A total of 21 (out of 25), 22 (out of 25), 21 (out of 25), and 22 (out of 25) females from group G1, G2, G3 and G4 were found with implantations and live fetuses yielding to pregnancy with rates of 84%, 88%, 84% and 88% respectively. In group G4, 1 out of 25 females was noted with total implantation loss with no evidence of live fetuses.


 


All the dams from each group were observed for clinical signs of toxicity once daily, for mortalities twice daily during the experimental period. The body weight was recorded on Gestation Day (GD) 0, 3, 5, 8, 11, 14, 17, 19 and on 20 (day of caesarean section). The feed consumption was measured from GD 0 to 3, 3 to 5, 5 to 8, 8 to 11, 11 to 14, 14 to 17, 17 to 19 and 19 to 20. All the dams were euthanized on GD 20 by exposing to CO2asphyxiation and subjected to detailed gross pathological examination. All the females were observed for status of pregnancy and the gravid uterus weight for all the dams was recorded on the day of caesarean section. Each dam was observed for number of live fetuses, litter size, sex ratio, number of implantation sites and number of resorptions. The ovaries of all the dams were observed for number of corpora lutea. The pre-and post-implantation losses per dam were calculated based on number of corpora lutea and number of implantation sites. The weight of thyroid along with the parathyroid was recorded post-fixation for all the group animals. The assessment of thyroid hormones such as, thyroxine (T4), triiodothyronine (T3) and thyroid stimulating hormone (TSH) was conducted for all the group dams.

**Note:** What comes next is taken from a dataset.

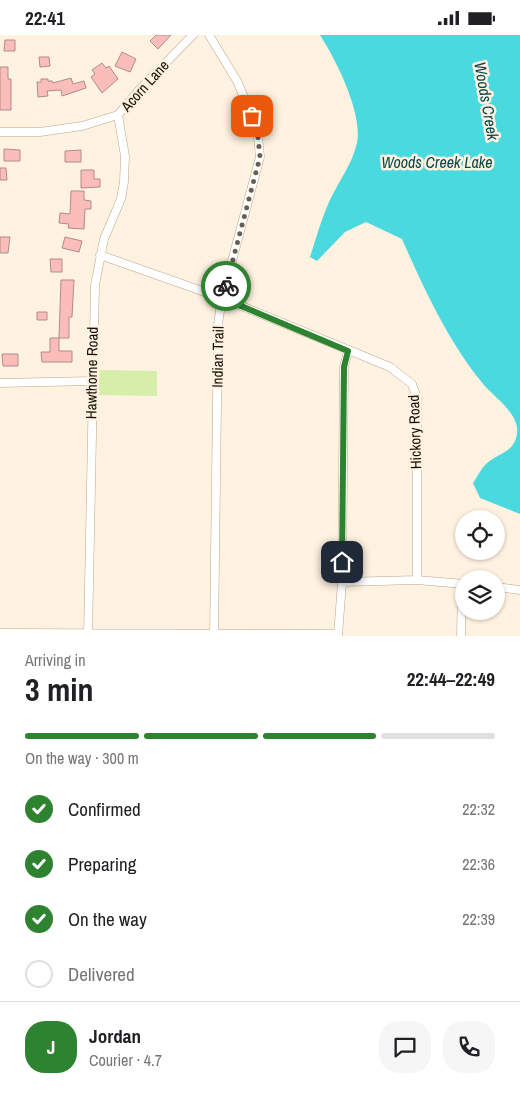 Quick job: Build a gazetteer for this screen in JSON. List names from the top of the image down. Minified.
{"streets":{"street":["Acorn Lane","Indian Trail","Hawthorne Road","Hickory Road"]},"crossings":[["Acorn Lane","Hawthorne Road"],["Indian Trail","Hickory Road"],["Hawthorne Road","Hickory Road"]],"water":["Woods Creek","Woods Creek Lake"],"page":{"status":"22:41","heading":["3 min","Arriving in","22:44–22:49"],"panel":["Jordan","Courier · 4.7"],"bar":"On the way · 300 m","list":[["Confirmed","22:32"],["Preparing","22:36"],["On the way","22:39"],"Delivered"],"round":"J"}}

All the dams from each group were evaluated for histopathology of thyroid along with the parathyroid


 


All the fetuses collected from each litter were weighed and measured for its crown rump length and anogenital distance. The mean fetal weight, mean crown rump length and mean anogenital distance measurement/ratio per litter was calculated. All the fetuses were subjected to external examination on the day of caesarean section. All the even numbered fetuses from each litter were subjected to fresh visceral (soft tissue) examination and fixed head sections examination. All the odd numbered fetuses from each litter were stained with Alizarin Red S stain and subjected to skeletal examination.


 


For maternal toxicity assessment, there were no clinical signs of toxicity and no mortality/morbidity noted in any of the dams in all the tested dose groups. There were no changes noted in mean maternal body weight, percent change in maternal body weight gain, body weight corrected for maternal increase, maternal feed consumption, number of live fetuses per litter, litter size, sex ratio, number of corpora lutea, number of implantation sites, number of incidences of resorptions, pre-and post-implantation losses per dam. There were no changes noted in mean gravid uterus weight in all the dose levels. The mean absolute and relative thyroid along with the parathyroid weight did not reveal any changes when weighed post-fixation and no test item-related changes were noted in mean thyroid hormonal levels (T3, T4 and TSH). There were no gross pathological changes noted in any of the dams during caesarean section and no test item-related microscopic changes were noted in thyroid along with the parathyroid of all dams during histopathological examination.


 


For fetal (pre-natal developmental) toxicity assessment, there were no test item-related changes noted in mean fetal weight, mean fetal crown rump length and mean fetal anogenital distance measurement / ratio per litter in either sex in all the tested dose groups. There was no test item-related fetal developmental and or structural alterations noted from all the tested dose group litters when subjected to fetal external, visceral and skeletal examinations. The observed fetal external/visceral/skeletal developmental variations and or malformations are considered as incidental and unrelated to treatment as these findings occurred infrequently or at a frequency similar to the vehicle control group and did not occur in a dose-dependent manner. Also, the occurred mean litter/fetal proportions were within the in-house historical control range of this species and strain.